Produce auctions are local aggregation points that facilitate small-scale fruit, flower, and vegetable farmer access to wholesale buyers from a broader geography. Buyers purchase lots from multiple farmers to fulfill wholesale demand, and then retail the product to the consumers. Produce auctions charge a commission, usually 10 to 15% of sales, to the farmer to conduct the mediated marketing transactions. Sales are held multiple times per week to create a consistent supply for buyers and regular market for the farmers.

Buyers make payment to the auction at the end of the sale day, and in turn the auction issues a single weekly payment to individual farmers based on their total combined sales minus commission. With over 70 produce auctions located in eastern North America, including 12 in Ohio, this is a growing trend of intermediated direct agricultural marketing that is beneficial to many farmers. Produce auctions have a positive economic impact on the communities in which they are located, as well as on those who sell and/or buy at the auction.

Produce auctions fill an important niche in Ohio’s produce industry and new ones continue to be formed. For some buyers and sellers, the produce auction is the perfect place to find each other and make their market transaction in a matter that is fair and profitable for both. Produce auctions create another direct agricultural marketing outlet for existing growers and new growers who are producing and marketing high value specialty crops. Produce auctions have become an important piece of economic income for many farm families and it is a part of infrastructure that helps rural areas and communities grow economically.

Brad Bergefurd, an Extension horticulturist and educator at The Ohio State University South Centers, was instrumental in the establishment of the first produce auction in Ohio in 1992 in Geauga County, Ohio, and helped establish the first southern Ohio-based auction, the Bainbridge Produce Auction, in Pike County in 1999. “Produce auctions are both new and old, whatever their age, they offer fresh fruits and vegetables for sale to the highest bidder, and buyers and sellers find each other in a very simple format,” said Bergefurd. “Fruit and vegetable growers can focus their efforts on the production side and get a lot of help on the marketing side by working with a produce auction.”

Bergefurd says, “Ohio produce auctions have been quite successful and are real economic drivers throughout rural Ohio communities, with over $20 million in estimated agricultural sales generated from Ohio’s 12 produce auctions annually. The farmers who sell at auctions are committed and sell regularly, which provides a consistent produce supply throughout the season to attract and helps retain buyers — both important factors in the success of produce auctions.

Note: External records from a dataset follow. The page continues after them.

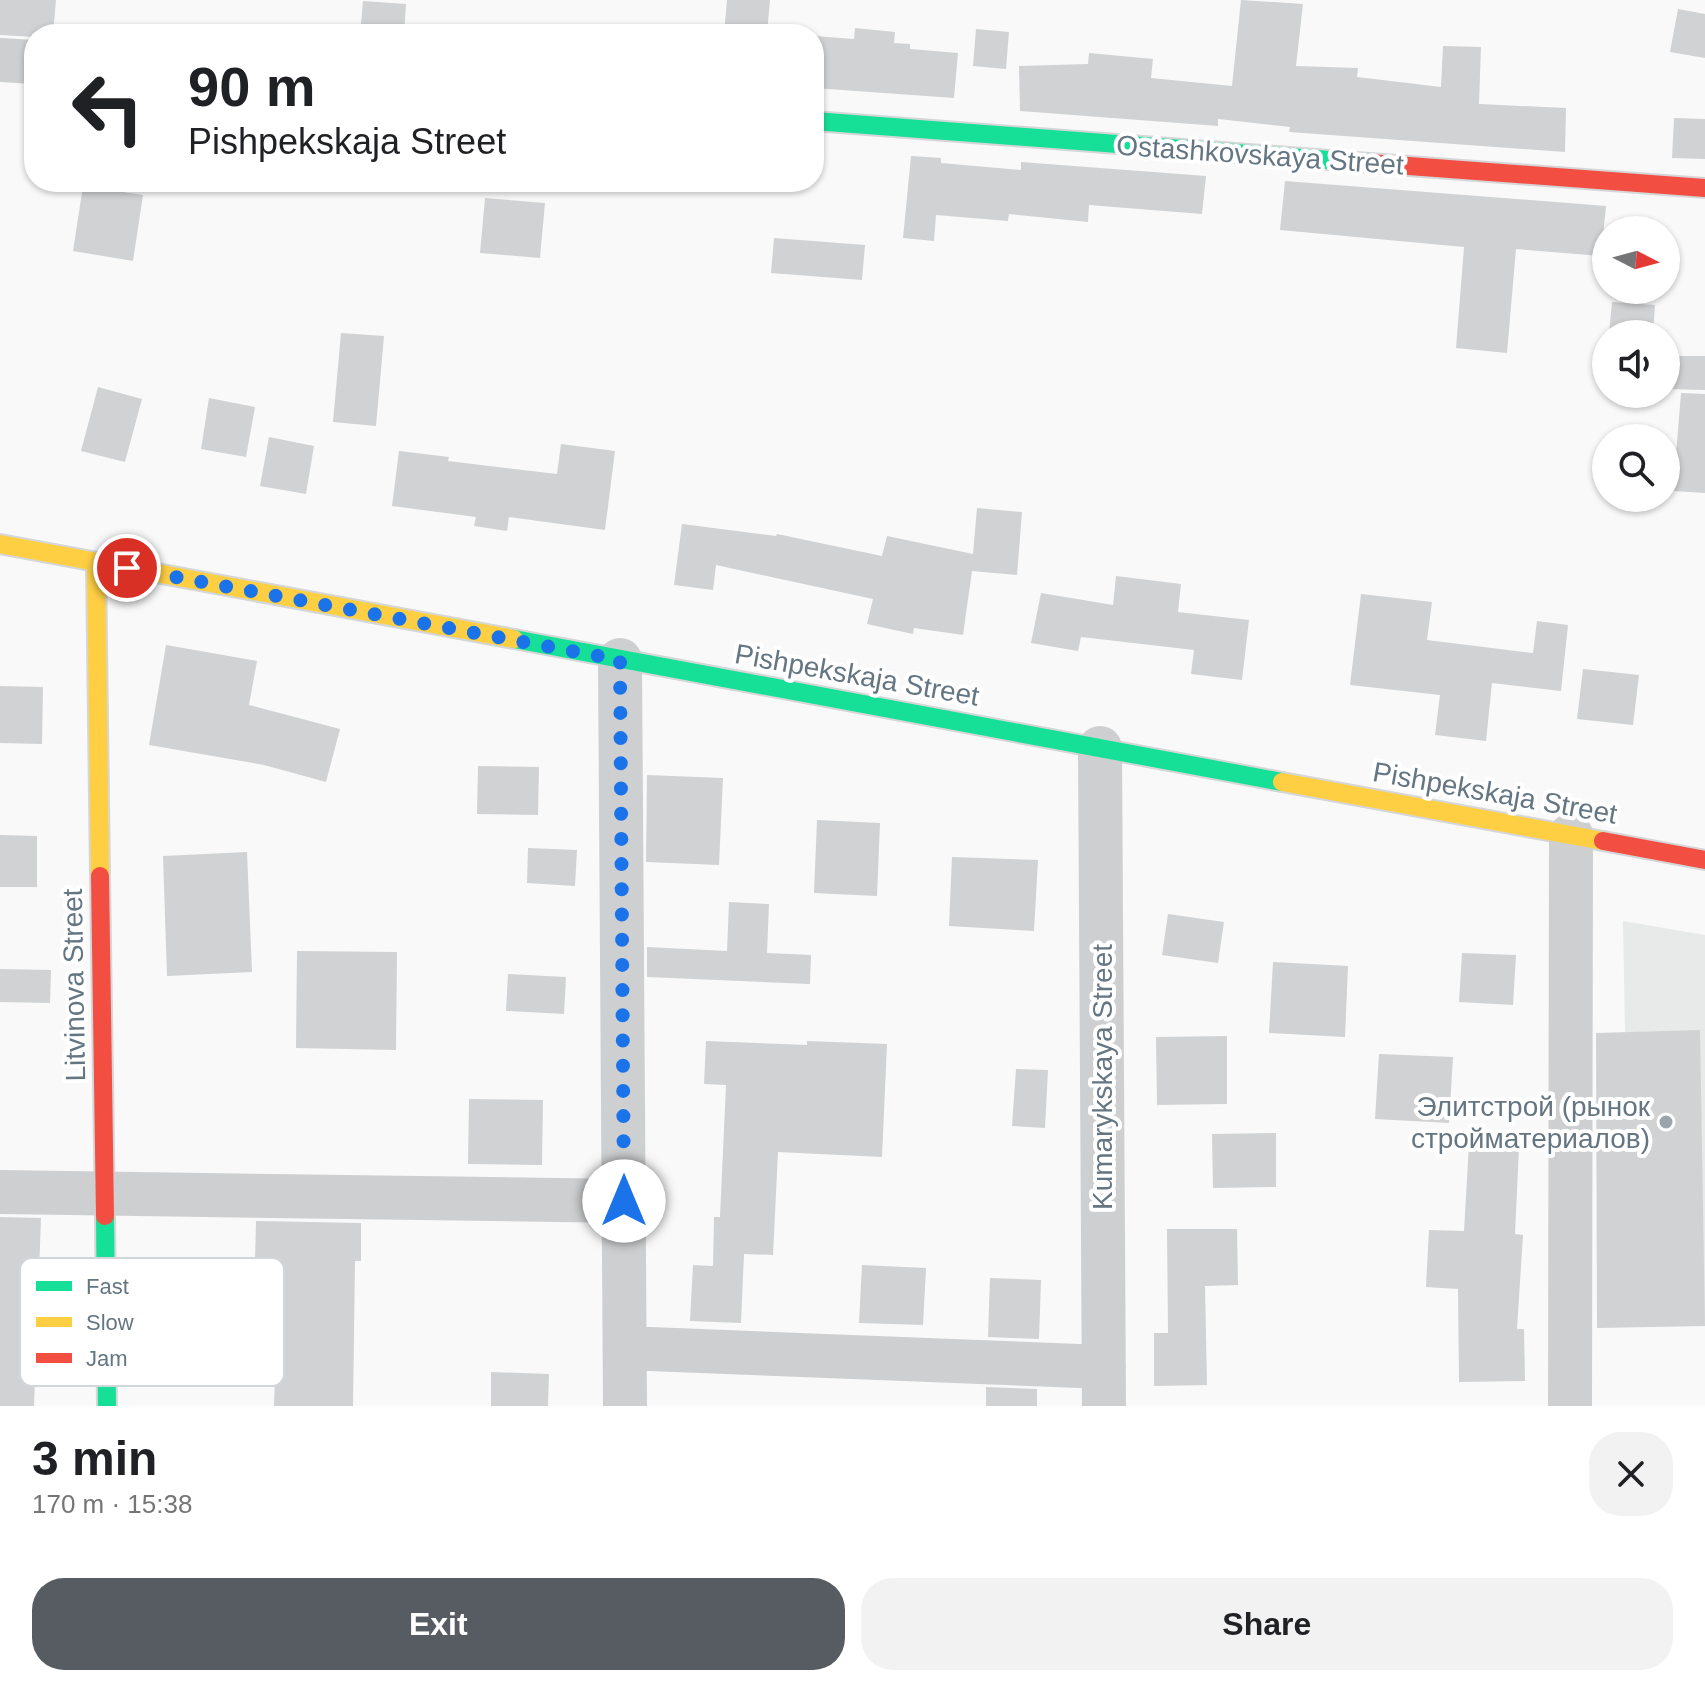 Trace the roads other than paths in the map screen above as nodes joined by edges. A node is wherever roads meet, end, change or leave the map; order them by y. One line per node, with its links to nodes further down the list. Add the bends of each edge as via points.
1 (0, 60): 2 (street)
2 (24, 61)
3 (824, 122): 4 (street, Ostashkovskaya Street)
4 (1705, 188)
5 (0, 544): 6 (street, Pishpekskaja Street)
6 (96, 563): 7 (street, Pishpekskaja Street); 12 (street, Litvinova Street)
7 (620, 660): 8 (street, Pishpekskaja Street); 13 (street)
8 (1100, 748): 9 (street, Pishpekskaja Street); 17 (street, Kumarykskaya Street)
9 (1571, 835): 10 (street, Pishpekskaja Street); 20 (street)
10 (1705, 860)
11 (0, 1192): 12 (street)
12 (105, 1194): 13 (street); 14 (street, Litvinova Street)
13 (624, 1201): 15 (street)
14 (106, 1258)
15 (625, 1348): 17 (street); 19 (street)
16 (107, 1386): 18 (street, Litvinova Street)
17 (1104, 1386)
18 (107, 1406)
19 (625, 1406)
20 (1570, 1406)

“Most of the Ohio auctions have order buyers who actually take orders from buyers and buy for them,” Bergefurd said. Auction managers keep in touch with both buyers and sellers, so a lot of information is traded before the auction ever starts.

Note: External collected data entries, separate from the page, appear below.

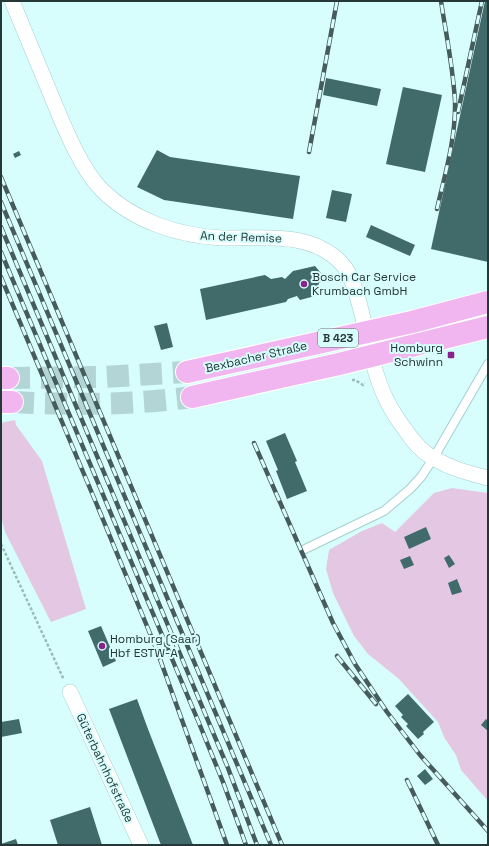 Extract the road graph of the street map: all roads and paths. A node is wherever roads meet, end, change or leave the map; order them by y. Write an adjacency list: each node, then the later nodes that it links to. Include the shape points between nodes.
1 (12, 1): 4 (street, An der Remise, via 65,129 87,171 102,190 141,218 163,228 220,238 285,238 307,241 322,248 344,266 352,283)
2 (488, 302): 4 (main road, Bexbacher Straße / B 423, via 412,322)
3 (488, 327): 4 (main road, Bexbacher Straße / B 423)
4 (369, 344): 6 (main road, Bexbacher Straße / B 423); 7 (main road, Bexbacher Straße / B 423); 8 (street, An der Remise, via 386,400 420,449)
5 (488, 364): 8 (lane)
6 (187, 372)
7 (192, 397)
8 (433, 458): 9 (street, An der Remise, via 454,469); 11 (lane, via 410,489 384,511)
9 (488, 478)
10 (1, 544): 12 (path)
11 (305, 548)
12 (70, 692): 13 (street, Güterbahnhofstraße)
13 (141, 845)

Most Ohio produce auctions are generally shareholder-owned corporations with mainly the farmers being the shareholders.

The University of Kentucky fact sheet, “Marketing at produce auctions,” http://www.uky.edu/ccd/marketing/market-resources/wholesale/produceauctions

lists the benefits of produce auctions as:

— Set days and times for delivery

— Ability to group produce into various lots

— Ability to test market new products or sizes of produce for wholesale.

“The primary risk in using a produce auction is the price uncertainty,” it says.

The Kentucky publication offers this piece of advice: “Produce quality should be defined by the auction and inferior produce should be rejected, with no exceptions.”

For questions, market reports, or pricing information at the Bainbridge Produce Auction located right here in Pike County, call the market report hotline at (712) 432-8520 for daily produce market reports and special sale days. Currently the Bainbridge Produce Auction is in full swing with sales being held every Monday, Wednesday, and Friday beginning at 2 p.m. Produce can be brought during the mornings of sale days, up until the time of sale.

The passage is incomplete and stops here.